-- EXERCISE OBJECTIVE --
Return every line of the data below that includes the string "Khuan".

(Records contained in a dataset)
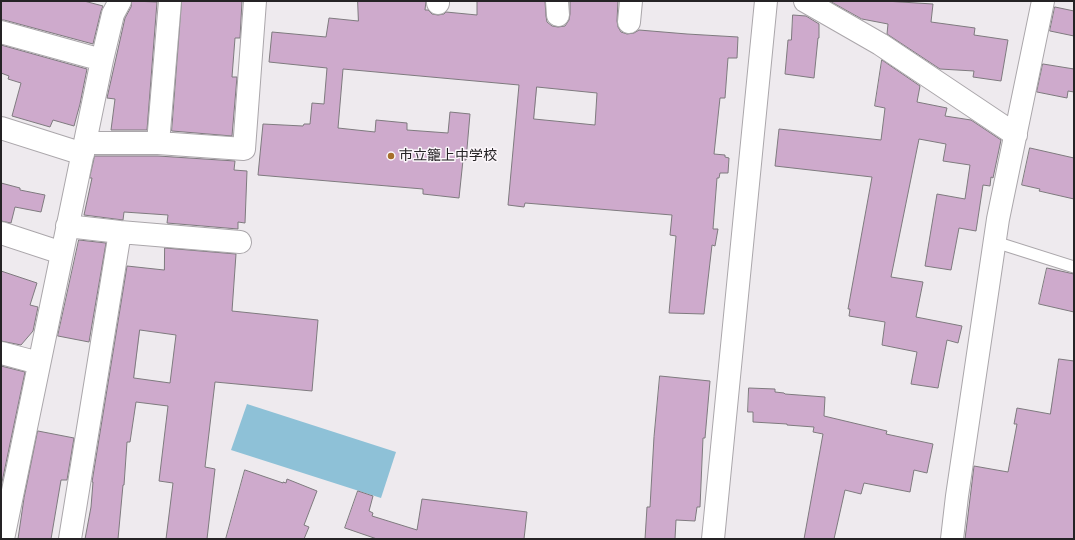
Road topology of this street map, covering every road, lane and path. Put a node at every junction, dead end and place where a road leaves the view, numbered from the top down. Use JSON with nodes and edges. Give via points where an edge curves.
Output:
{"nodes":[{"id":1,"x":120,"y":1,"type":"edge"},
{"id":2,"x":170,"y":1,"type":"edge"},
{"id":3,"x":255,"y":1,"type":"edge"},
{"id":4,"x":766,"y":1,"type":"edge"},
{"id":5,"x":805,"y":1,"type":"edge"},
{"id":6,"x":1043,"y":1,"type":"edge"},
{"id":7,"x":1,"y":32,"type":"edge"},
{"id":8,"x":102,"y":60,"type":"junction"},
{"id":9,"x":1,"y":128,"type":"edge"},
{"id":10,"x":1016,"y":135,"type":"junction"},
{"id":11,"x":158,"y":143,"type":"junction"},
{"id":12,"x":84,"y":148,"type":"junction"},
{"id":13,"x":67,"y":226,"type":"junction"},
{"id":14,"x":120,"y":232,"type":"junction"},
{"id":15,"x":1,"y":233,"type":"edge"},
{"id":16,"x":240,"y":242,"type":"dead end"},
{"id":17,"x":995,"y":242,"type":"junction"},
{"id":18,"x":62,"y":253,"type":"junction"},
{"id":19,"x":1074,"y":268,"type":"edge"},
{"id":20,"x":1,"y":353,"type":"edge"},
{"id":21,"x":39,"y":363,"type":"junction"},
{"id":22,"x":2,"y":539,"type":"edge"},
{"id":23,"x":70,"y":539,"type":"edge"},
{"id":24,"x":713,"y":539,"type":"edge"},
{"id":25,"x":952,"y":539,"type":"edge"}],
"edges":[{"from":1,"to":8,"type":"street","via":[[113,14]]},
{"from":2,"to":11,"type":"street"},
{"from":3,"to":11,"type":"street","via":[[244,149]]},
{"from":4,"to":24,"type":"street"},
{"from":5,"to":10,"type":"street","via":[[880,44]]},
{"from":6,"to":10,"type":"street"},
{"from":7,"to":8,"type":"street"},
{"from":8,"to":12,"type":"street"},
{"from":9,"to":12,"type":"street"},
{"from":10,"to":17,"type":"street"},
{"from":11,"to":12,"type":"street"},
{"from":12,"to":13,"type":"street"},
{"from":13,"to":14,"type":"street"},
{"from":13,"to":18,"type":"street"},
{"from":14,"to":16,"type":"street"},
{"from":14,"to":23,"type":"street"},
{"from":15,"to":18,"type":"street"},
{"from":17,"to":19,"type":"lane"},
{"from":17,"to":25,"type":"street"},
{"from":18,"to":21,"type":"street"},
{"from":20,"to":21,"type":"street"},
{"from":21,"to":22,"type":"street"}]}
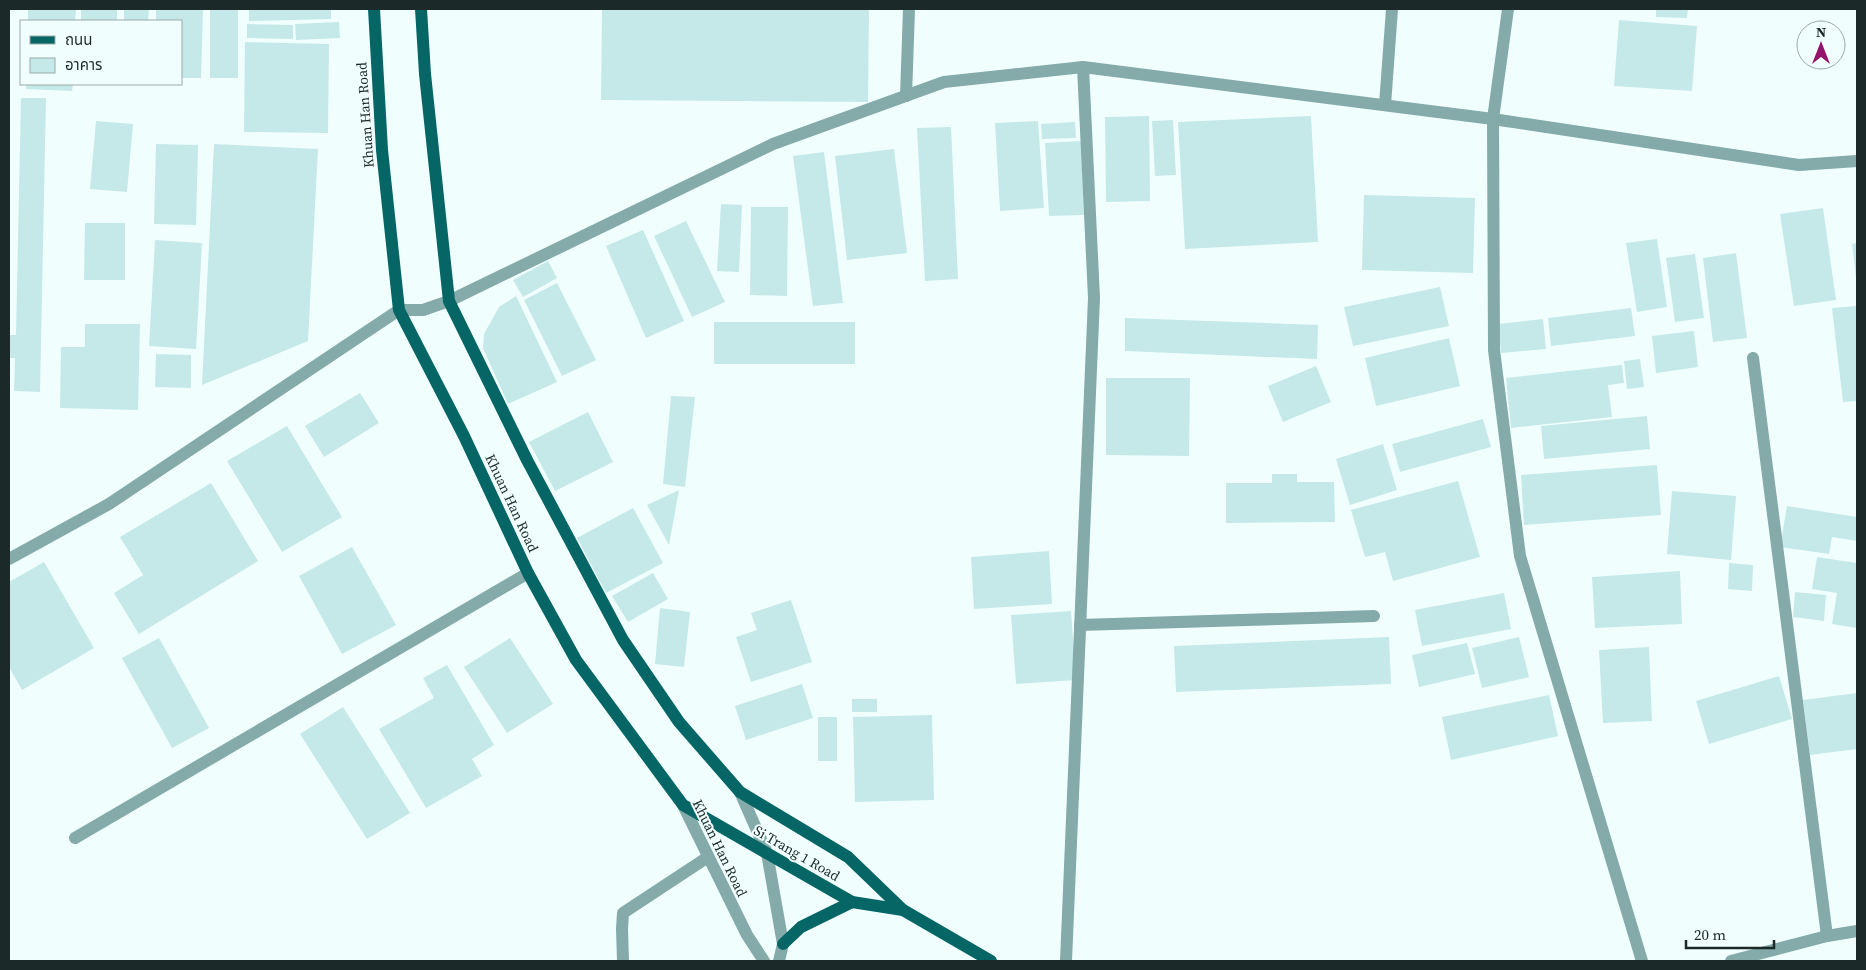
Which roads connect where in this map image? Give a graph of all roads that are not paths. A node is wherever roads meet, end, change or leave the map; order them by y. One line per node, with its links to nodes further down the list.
1 (374, 9): 12 (main road, Khuan Han Road)
2 (421, 9): 11 (main road)
3 (909, 9): 7 (street)
4 (1392, 9): 8 (street)
5 (1508, 9): 9 (street)
6 (1084, 67): 7 (street); 8 (street); 17 (street)
7 (906, 96): 11 (street)
8 (1385, 105): 9 (street)
9 (1493, 119): 10 (street); 33 (street)
10 (1857, 161)
11 (449, 301): 12 (street); 18 (main road)
12 (398, 310): 14 (street); 15 (main road, Khuan Han Road)
13 (1753, 358): 26 (street)
14 (9, 559)
15 (528, 573): 19 (main road, Khuan Han Road); 20 (street)
16 (1374, 616): 17 (street)
17 (1080, 626): 32 (street)
18 (740, 792): 21 (street); 24 (main road, Si Trang 1 Road)
19 (682, 804): 21 (main road, Si Trang 1 Road); 22 (street, Khuan Han Road)
20 (75, 838)
21 (767, 854): 23 (main road, Si Trang 1 Road); 27 (street)
22 (708, 857): 28 (street); 29 (street, Khuan Han Road)
23 (852, 902): 24 (main road, Si Trang 1 Road); 27 (main road)
24 (903, 910): 31 (main road, Si Trang 1 Road)
25 (1857, 931): 26 (street)
26 (1827, 936): 34 (street)
27 (784, 944): 30 (street)
28 (623, 961)
29 (764, 961)
30 (779, 961)
31 (991, 961)
32 (1066, 961)
33 (1642, 961)
34 (1731, 961)

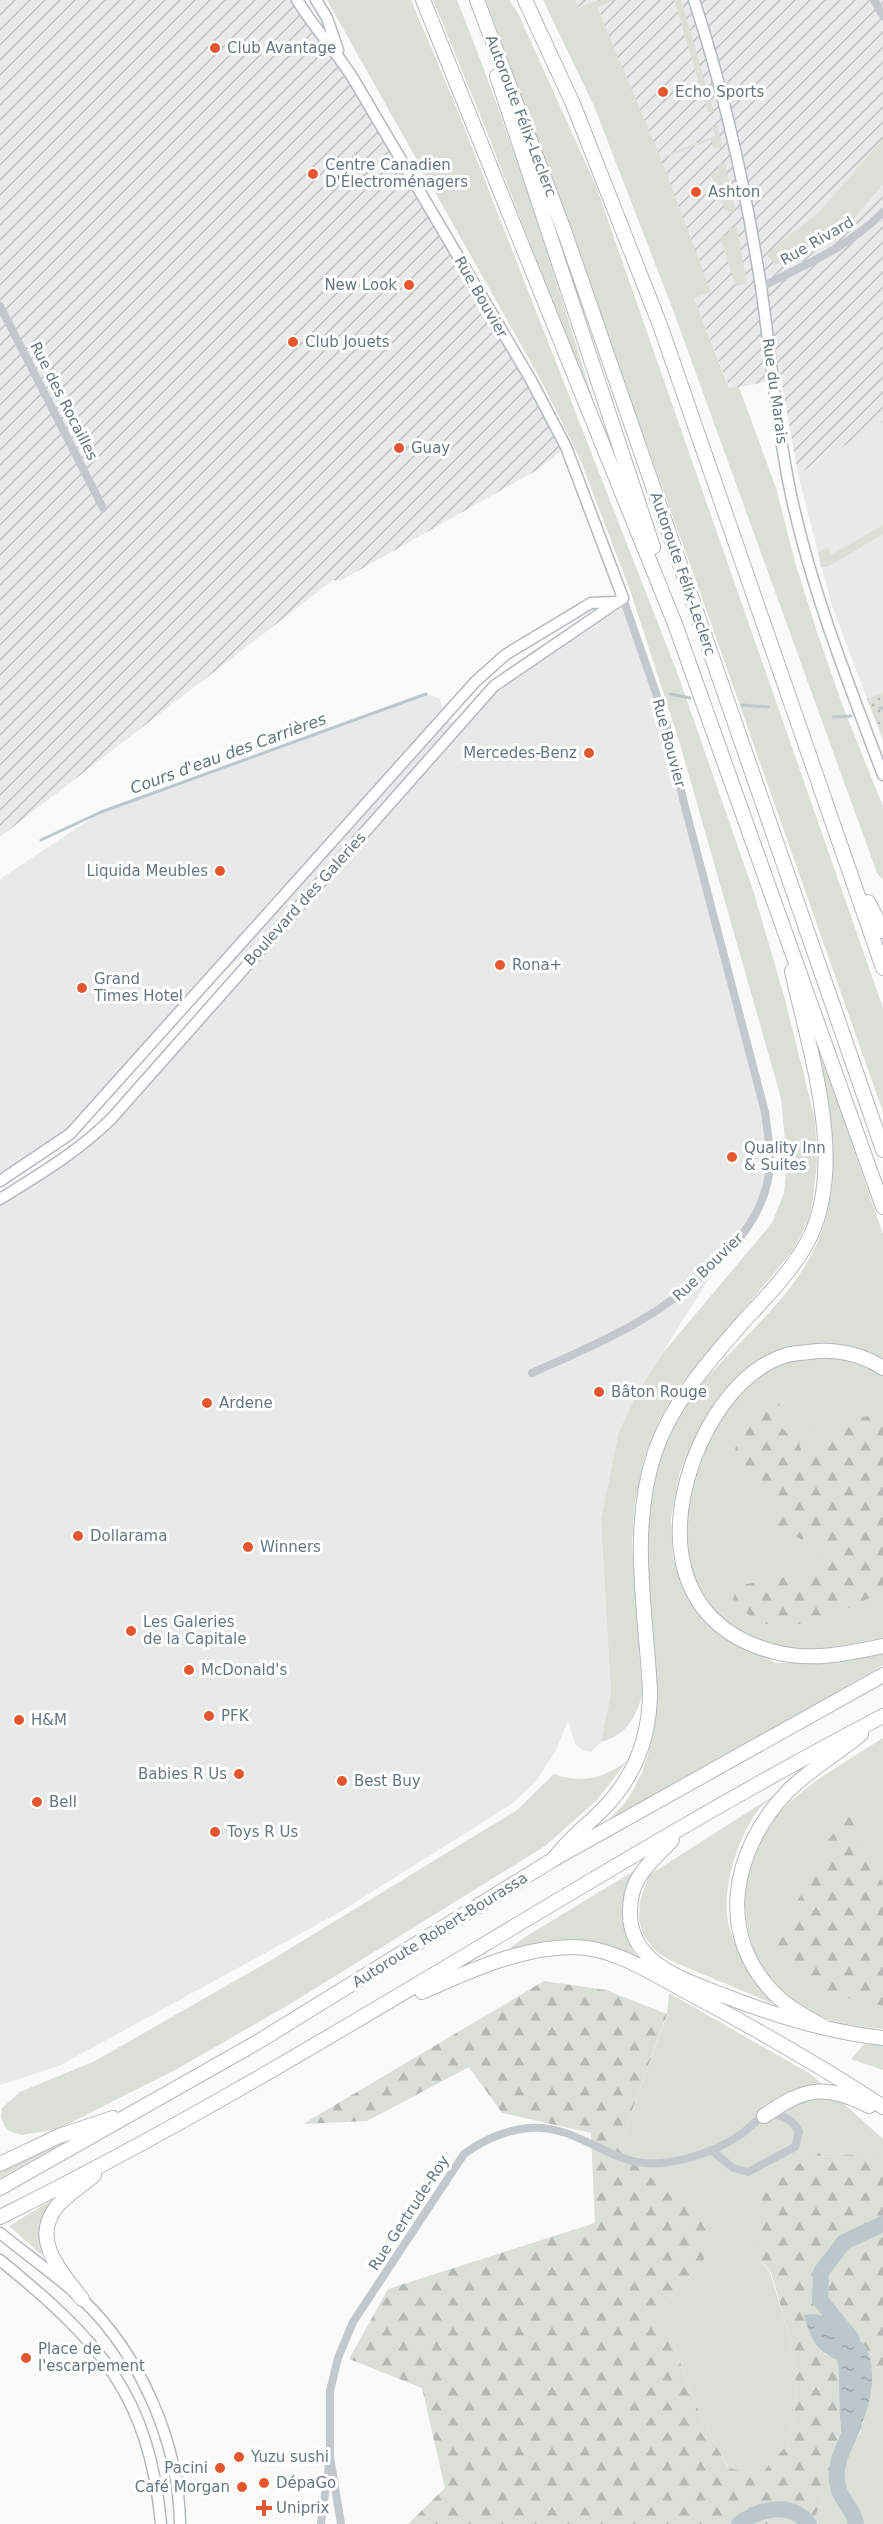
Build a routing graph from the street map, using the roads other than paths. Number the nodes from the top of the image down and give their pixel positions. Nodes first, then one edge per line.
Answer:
1 (297, 0) edge
2 (316, 0) edge
3 (423, 0) edge
4 (471, 0) edge
5 (477, 0) edge
6 (525, 0) edge
7 (694, 0) edge
8 (874, 0) edge
9 (883, 16) edge
10 (339, 56) junction
11 (883, 212) edge
12 (761, 287) junction
13 (0, 306) edge
14 (103, 508) dead end
15 (618, 600) junction
16 (675, 624) junction
17 (883, 775) edge
18 (848, 862) junction
19 (780, 916) junction
20 (883, 931) edge
21 (883, 968) edge
22 (883, 1150) edge
23 (0, 1181) edge
24 (0, 1199) edge
25 (883, 1207) edge
26 (883, 1368) edge
27 (532, 1372) dead end
28 (883, 1646) edge
29 (883, 1675) edge
30 (883, 1717) edge
31 (686, 1826) junction
32 (554, 1859) junction
33 (366, 2018) junction
34 (825, 2028) junction
35 (883, 2038) edge
36 (883, 2107) edge
37 (144, 2108) junction
38 (883, 2114) edge
39 (764, 2116) junction
40 (711, 2150) junction
41 (112, 2160) junction
42 (0, 2164) edge
43 (0, 2188) edge
44 (0, 2217) edge
45 (0, 2233) edge
46 (0, 2260) edge
47 (82, 2299) junction
48 (330, 2457) junction
49 (161, 2524) edge
50 (180, 2524) edge
51 (321, 2524) edge
52 (340, 2524) edge

1 - 10 street, Rue Bouvier
2 - 10 street, Rue Bouvier
3 - 16 highway
4 - 16 highway
5 - 22 highway, Autoroute Félix-Leclerc
6 - 18 highway
7 - 12 street, Rue du Marais
8 - 9 street
10 - 15 street, Rue Bouvier
11 - 12 street, Rue Rivard
12 - 17 street, Rue du Marais
13 - 14 street, Rue des Rocailles
15 - 23 street, Boulevard des Galeries
15 - 24 street, Boulevard des Galeries
15 - 27 street, Rue Bouvier
16 - 19 highway
18 - 20 highway
18 - 21 highway
19 - 25 highway
19 - 32 highway
26 - 28 highway
29 - 32 highway, Autoroute Robert-Bourassa
30 - 31 highway
30 - 34 highway
31 - 33 highway
31 - 34 highway
32 - 37 highway, Autoroute Robert-Bourassa
33 - 36 highway
33 - 41 highway
34 - 35 highway
37 - 42 highway
37 - 43 highway, Autoroute Robert-Bourassa
38 - 39 highway
39 - 40 street, Rue Gertrude-Roy
39 - 40 street
40 - 48 street, Rue Gertrude-Roy
41 - 44 highway
41 - 47 highway
45 - 47 street
46 - 49 street
47 - 50 street
48 - 51 street, Rue Gertrude-Roy
48 - 52 street, Rue Gertrude-Roy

-- TASK RESULT --
1 (374, 9): 12 (main road, Khuan Han Road)
12 (398, 310): 14 (street); 15 (main road, Khuan Han Road)
15 (528, 573): 19 (main road, Khuan Han Road); 20 (street)
19 (682, 804): 21 (main road, Si Trang 1 Road); 22 (street, Khuan Han Road)
22 (708, 857): 28 (street); 29 (street, Khuan Han Road)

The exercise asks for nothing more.